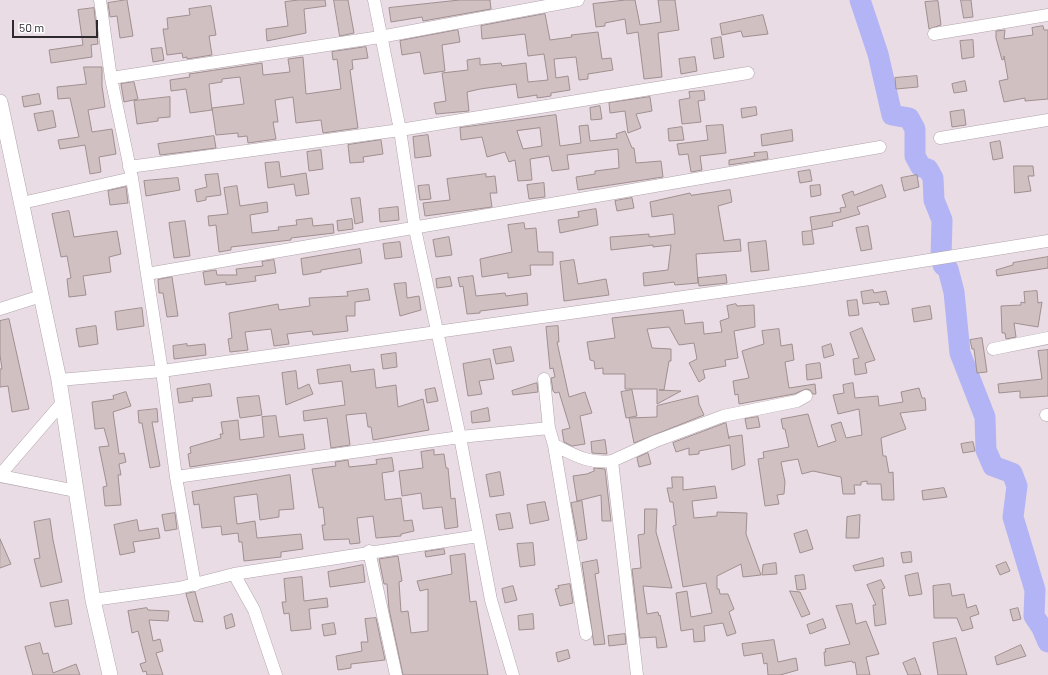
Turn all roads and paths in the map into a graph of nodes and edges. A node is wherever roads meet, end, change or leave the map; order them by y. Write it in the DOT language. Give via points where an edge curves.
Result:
graph roads {
  1 [pos="100,0"];
  2 [pos="374,0"];
  3 [pos="578,0"];
  4 [pos="1048,15"];
  5 [pos="934,34"];
  6 [pos="380,36"];
  7 [pos="748,73"];
  8 [pos="111,78"];
  9 [pos="1,110"];
  10 [pos="1048,120"];
  11 [pos="400,130"];
  12 [pos="940,138"];
  13 [pos="880,147"];
  14 [pos="130,172"];
  15 [pos="22,204"];
  16 [pos="415,229"];
  17 [pos="1048,241"];
  18 [pos="147,274"];
  19 [pos="41,296"];
  20 [pos="0,308"];
  21 [pos="437,331"];
  22 [pos="1048,338"];
  23 [pos="994,349"];
  24 [pos="162,371"];
  25 [pos="544,379"];
  26 [pos="59,380"];
  27 [pos="806,396"];
  28 [pos="62,403"];
  29 [pos="549,428"];
  30 [pos="460,437"];
  31 [pos="554,445"];
  32 [pos="612,461"];
  33 [pos="0,476"];
  34 [pos="176,478"];
  35 [pos="76,491"];
  36 [pos="478,536"];
  37 [pos="370,551"];
  38 [pos="234,574"];
  39 [pos="195,585"];
  40 [pos="92,600"];
  41 [pos="586,634"];
  42 [pos="110,675"];
  43 [pos="276,675"];
  44 [pos="396,675"];
  45 [pos="513,675"];
  46 [pos="637,675"];
  1 -- 8 [label="street"];
  2 -- 6 [label="street"];
  3 -- 6 [label="street"];
  4 -- 5 [label="street"];
  6 -- 8 [label="street"];
  6 -- 11 [label="street"];
  7 -- 11 [label="street"];
  8 -- 14 [label="street"];
  9 -- 15 [label="main road"];
  10 -- 12 [label="street"];
  11 -- 14 [label="street"];
  11 -- 16 [label="street"];
  13 -- 16 [label="street"];
  14 -- 15 [label="street"];
  14 -- 18 [label="street"];
  15 -- 19 [label="main road"];
  16 -- 18 [label="street"];
  16 -- 21 [label="street"];
  17 -- 21 [label="street" via="810,279"];
  18 -- 24 [label="street"];
  19 -- 20 [label="street"];
  19 -- 26 [label="main road"];
  21 -- 24 [label="street"];
  21 -- 30 [label="street"];
  22 -- 23 [label="street"];
  24 -- 26 [label="street"];
  24 -- 34 [label="street"];
  25 -- 29 [label="street"];
  26 -- 28 [label="main road"];
  27 -- 32 [label="street" via="797,401 723,416 656,441"];
  28 -- 33 [label="street"];
  28 -- 35 [label="main road"];
  29 -- 30 [label="street"];
  29 -- 31 [label="street"];
  30 -- 34 [label="street"];
  30 -- 36 [label="street"];
  31 -- 32 [label="street" via="587,460"];
  31 -- 41 [label="street"];
  32 -- 46 [label="street"];
  33 -- 35 [label="street"];
  34 -- 39 [label="street"];
  35 -- 40 [label="main road"];
  36 -- 37 [label="street"];
  36 -- 45 [label="street" via="491,600"];
  37 -- 38 [label="street"];
  37 -- 44 [label="street"];
  38 -- 39 [label="street"];
  38 -- 43 [label="street" via="254,610"];
  39 -- 40 [label="street"];
  40 -- 42 [label="main road"];
}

---------------

Aim of the task: Every line containing the string "roads" should be pulled from the listing and copied.

Exercise response:
Turn all roads and paths in the map into a graph of nodes and edges. A node is wherever roads meet, end, change or leave the map; order them by y. Write it in the DOT language. Give via points where an edge curves.
graph roads {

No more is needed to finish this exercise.